The most troubling thing about yesterday’s action was that the Nasdaq fell victim to its second straight day of institutional selling. Total volume in both the Nasdaq and NYSE exchanges was 6% higher than the previous day’s levels. As such, the S&P also registered a bearish “distribution day,” but there have been far more days of institutional selling in the Nasdaq than in the S&P and Dow. How many more days of institutional selling can the Nasdaq withstand before the index collapses from the overhead supply? Obviously, nobody knows for sure, but all of this corresponds to what we have been saying over the past week — avoid the tech sectors because the Nasdaq has been showing so much relative weakness.
If you downloaded and checked out our new ETF Roundup that was announced yesterday, you probably became aware of numerous exchange traded funds that you never knew existed. One such ETF that many traders are not aware of, yet has been acting great, is the PowerShares Lux Nanotech Fund (PXN). This ETF, which is comprised of various stocks associated with nanotechnology, has been in a steady uptrend since its launch in October 2005. We have illustrated this with trendlines on the weekly chart below:
If you drill down to a shorter-term daily chart, you will also see that PXN has corrected over the past three days and closed yesterday right at support of its 10-day moving average. Further support of its 20-day moving average is just below that:
Although we discuss the 20 and 50-day moving averages more frequently, the 10-day moving average is useful for anticipating support levels on stocks and ETFs that have entered a strong uptrend. Often, we will make our initial buy entry of partial position size when an ETF when it retraces down to support of its 10-day MA. If it continues a bit lower, we usually will add to the position around the 20-day moving average. If, however, it turns back up at the 10-day MA, we typically just remain with a partial position size. Note that when adding to a position as it pulls back further, this is different than averaging down on a losing position because our initial plan from the first entry was to add on a further retracement. The key is just to make sure that adding was part of your initial plan and not something you did because you are “hoping” that a losing position will come back to your entry price.
Taking an updated look at the major industry sectors, it is good to see that the DJ Utilities Average ($DJU) bounced off new support of its 200-day moving average yesterday. As you may recall, we bought the Utilities HOLDR (UTH) when it broke out on May 5 because it had a similar chart pattern to $DJU. The current daily chart of UTH below is a great example of how a prior resistance level becomes the new support level after the resistance is broken.
The Gold Index ($GOX) keeps on chugging along, steadily setting fresh 25-year highs.

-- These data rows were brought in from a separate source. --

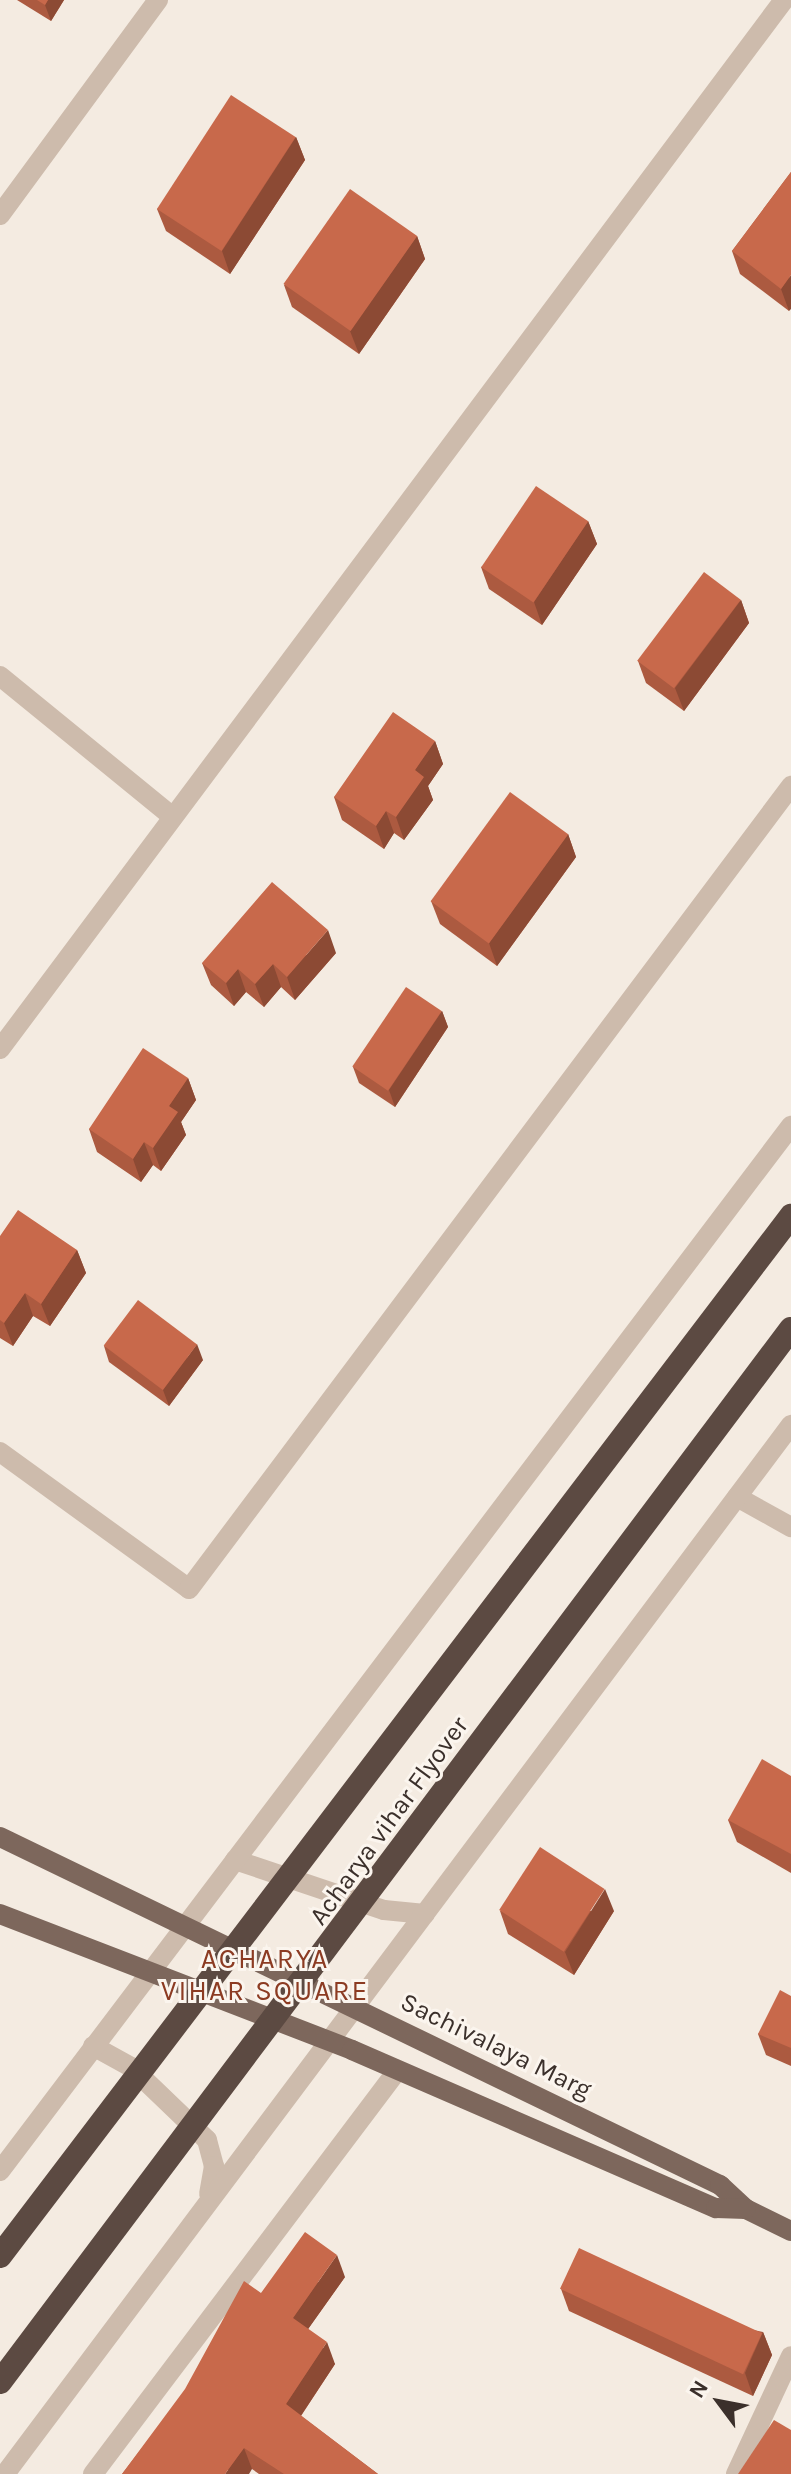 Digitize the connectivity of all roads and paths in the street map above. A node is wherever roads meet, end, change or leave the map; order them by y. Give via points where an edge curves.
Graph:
1 (158, 0) edge
2 (784, 0) edge
3 (0, 215) edge
4 (0, 676) edge
5 (791, 786) edge
6 (173, 817) junction
7 (0, 1049) edge
8 (791, 1126) edge
9 (791, 1216) edge
10 (791, 1329) edge
11 (791, 1425) edge
12 (0, 1452) edge
13 (737, 1497) junction
14 (791, 1527) edge
15 (0, 1837) edge
16 (235, 1860) junction
17 (0, 1914) edge
18 (425, 1914) junction
19 (184, 1923) junction
20 (148, 1974) junction
21 (353, 2004) junction
22 (325, 2039) junction
23 (93, 2046) junction
24 (397, 2071) junction
25 (0, 2171) edge
26 (208, 2199) junction
27 (746, 2209) junction
28 (791, 2231) edge
29 (0, 2256) edge
30 (791, 2356) edge
31 (0, 2382) edge
32 (5, 2474) edge
33 (93, 2474) edge
34 (736, 2474) edge

1 - 3 street
2 - 6 street
4 - 6 street
5 - 12 street via 189,1589
6 - 7 street
8 - 16 street
9 - 29 highway, Acharya vihar Flyover
10 - 31 highway, Acharya vihar Flyover
11 - 13 street
13 - 14 street
13 - 18 street
15 - 19 main road, Sachivalaya Marg
16 - 18 street via 384,1910
16 - 19 street
17 - 20 main road, Sachivalaya Marg
18 - 21 street
19 - 20 street
19 - 21 main road, Sachivalaya Marg
20 - 22 main road, Sachivalaya Marg
20 - 23 street
21 - 22 street
21 - 27 main road, Sachivalaya Marg via 720,2185
22 - 24 main road, Sachivalaya Marg
22 - 26 street
23 - 25 street
23 - 26 street via 131,2067 207,2140 214,2166
24 - 27 main road, Sachivalaya Marg via 716,2208
24 - 33 street
26 - 32 street
27 - 28 main road, Sachivalaya Marg
30 - 34 street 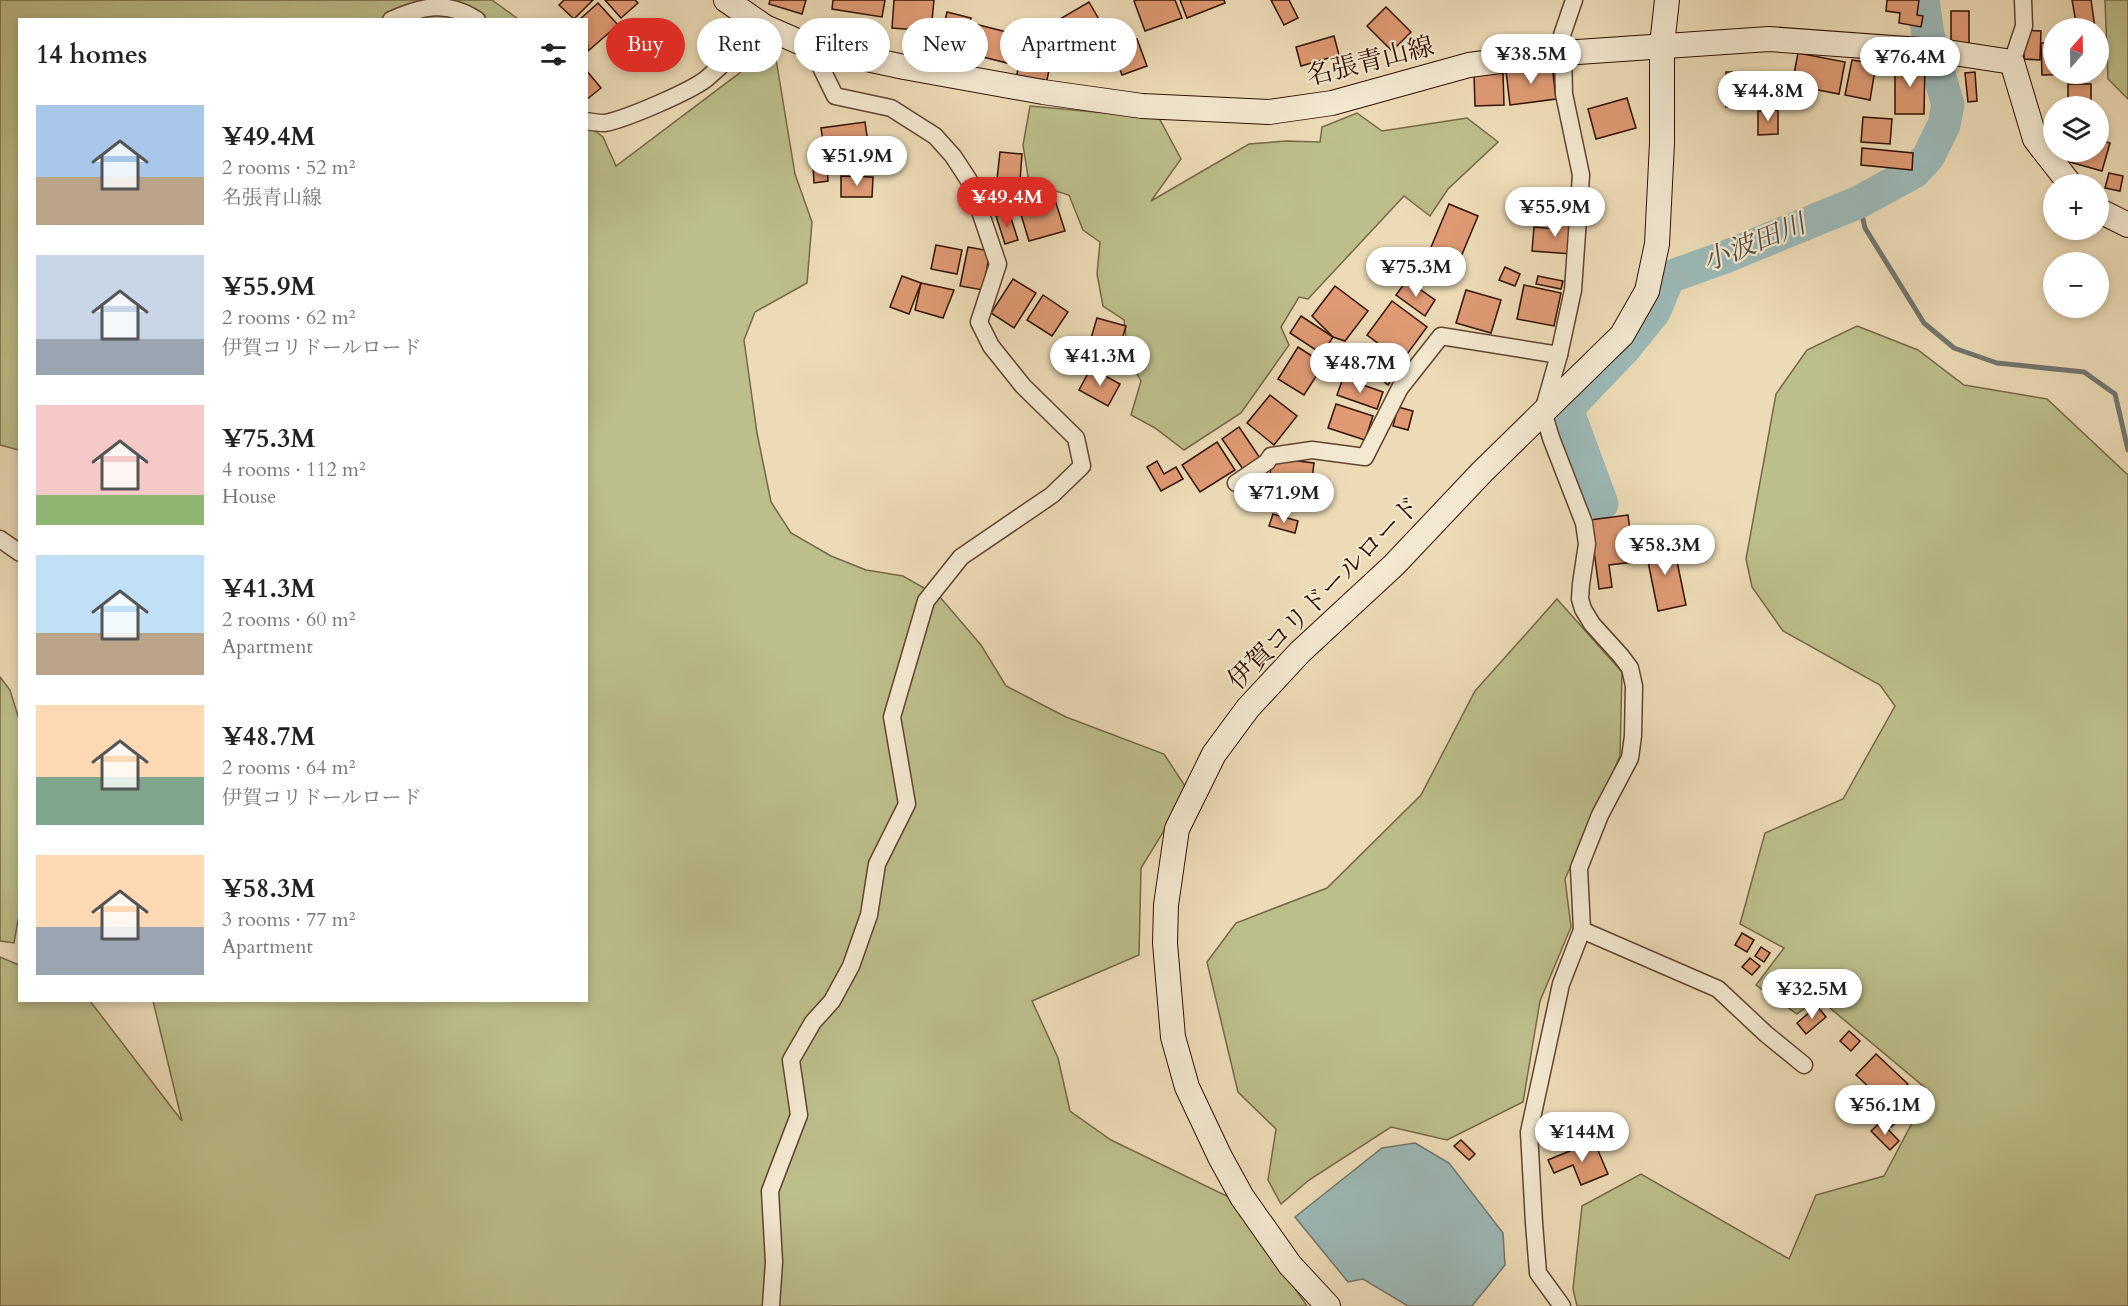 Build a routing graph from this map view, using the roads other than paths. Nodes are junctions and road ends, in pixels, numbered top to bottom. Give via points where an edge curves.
1 (1574, 0) edge
2 (1667, 0) edge
3 (2023, 0) edge
4 (730, 1) edge
5 (396, 18) edge
6 (474, 18) edge
7 (753, 18) edge
8 (1662, 45) junction
9 (1563, 53) junction
10 (2012, 62) junction
11 (890, 63) edge
12 (713, 72) edge
13 (823, 72) edge
14 (588, 121) edge
15 (2062, 174) edge
16 (2109, 216) edge
17 (2128, 225) edge
18 (1559, 355) junction
19 (1543, 411) junction
20 (1236, 483) dead end
21 (0, 539) edge
22 (18, 552) edge
23 (1582, 930) junction
24 (1804, 1065) dead end
25 (771, 1306) edge
26 (1328, 1306) edge
27 (1562, 1306) edge

1 - 9 street via 1559,44
2 - 8 main road, 伊賀コリドールロード
3 - 10 street via 2024,26
4 - 7 main road, 名張青山線
5 - 6 street via 416,9 444,5 464,10
8 - 9 main road, 名張青山線
8 - 10 main road, 名張青山線 via 1769,39 1947,52
8 - 19 main road, 伊賀コリドールロード via 1657,244 1647,291 1622,335
9 - 11 main road, 名張青山線 via 1469,65 1332,103 1269,112 1131,105
9 - 18 street via 1564,94 1581,175 1573,290
10 - 15 main road via 2035,139
12 - 14 street via 682,93 617,120
13 - 25 street via 835,96 891,108 935,136 953,156 970,182 998,264 979,322 991,346 1023,386 1076,438 1082,466 1052,495 961,557 926,601 892,717 907,804 877,864 869,915 851,966 791,1060 799,1115 771,1191
16 - 17 main road
18 - 19 street
18 - 20 street via 1441,336 1400,388 1365,457 1312,450 1271,456
19 - 23 street via 1584,523 1587,544 1580,591 1582,609 1630,668 1634,686 1630,758 1600,815 1579,868
19 - 26 main road, 伊賀コリドールロード via 1248,708 1215,754 1177,829 1165,943 1173,1037 1187,1087 1242,1197 1290,1265
21 - 22 street
23 - 24 street via 1718,989
23 - 27 street via 1561,984 1529,1132 1538,1273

Spot gold rose over $700 per ounce this week, pushing the Gold Trust (GLD) along with it. Although gold certainly remains in a strong uptrend, it is a bit risky to initiate new positions in GLD or any of the mining stocks at current levels. If, however, you were clever enough to already be long, there is no need to pick a top. Instead, consider just tightening your stops to below support of the hourly uptrend lines. Transportation ($DJT), Banking ($BKX), and Retail ($RLX) are two other sectors that continue to show solid relative strength. The $RLX Index is now consolidating near its 52-week high, so keep an eye out for a potential breakout in that sector.
On the downside, the biggest problem area is the Semiconductor Index ($SOX). Throughout the latter half of last week, it looked as it the $SOX was building up momentum for an upside break out of its long trading range. However, the action of the past three days has been quite negative and all bets are off on the $SOX Index. Looking at the daily chart of the $SOX below, notice how it failed last week’s breakout attempt and has dropped back below its 50-day moving average:
Without a doubt, the recent weakness in the $SOX has weighed heavily on the Nasdaq. Both the Networking Index ($NWX) and Computer Hardware Index ($HWI) have also begun to roll over, but the Internets ($GIN) may be putting in a base of support here. The Broker-Dealer Index ($XBD), which we discussed extensively last week, closed yesterday at a three-day low. That sector may see further downward momentum, at least down ot its prior low. As per the ETF Roundup, IAI and KCE are two exchange traded funds that track the broker-dealer sector.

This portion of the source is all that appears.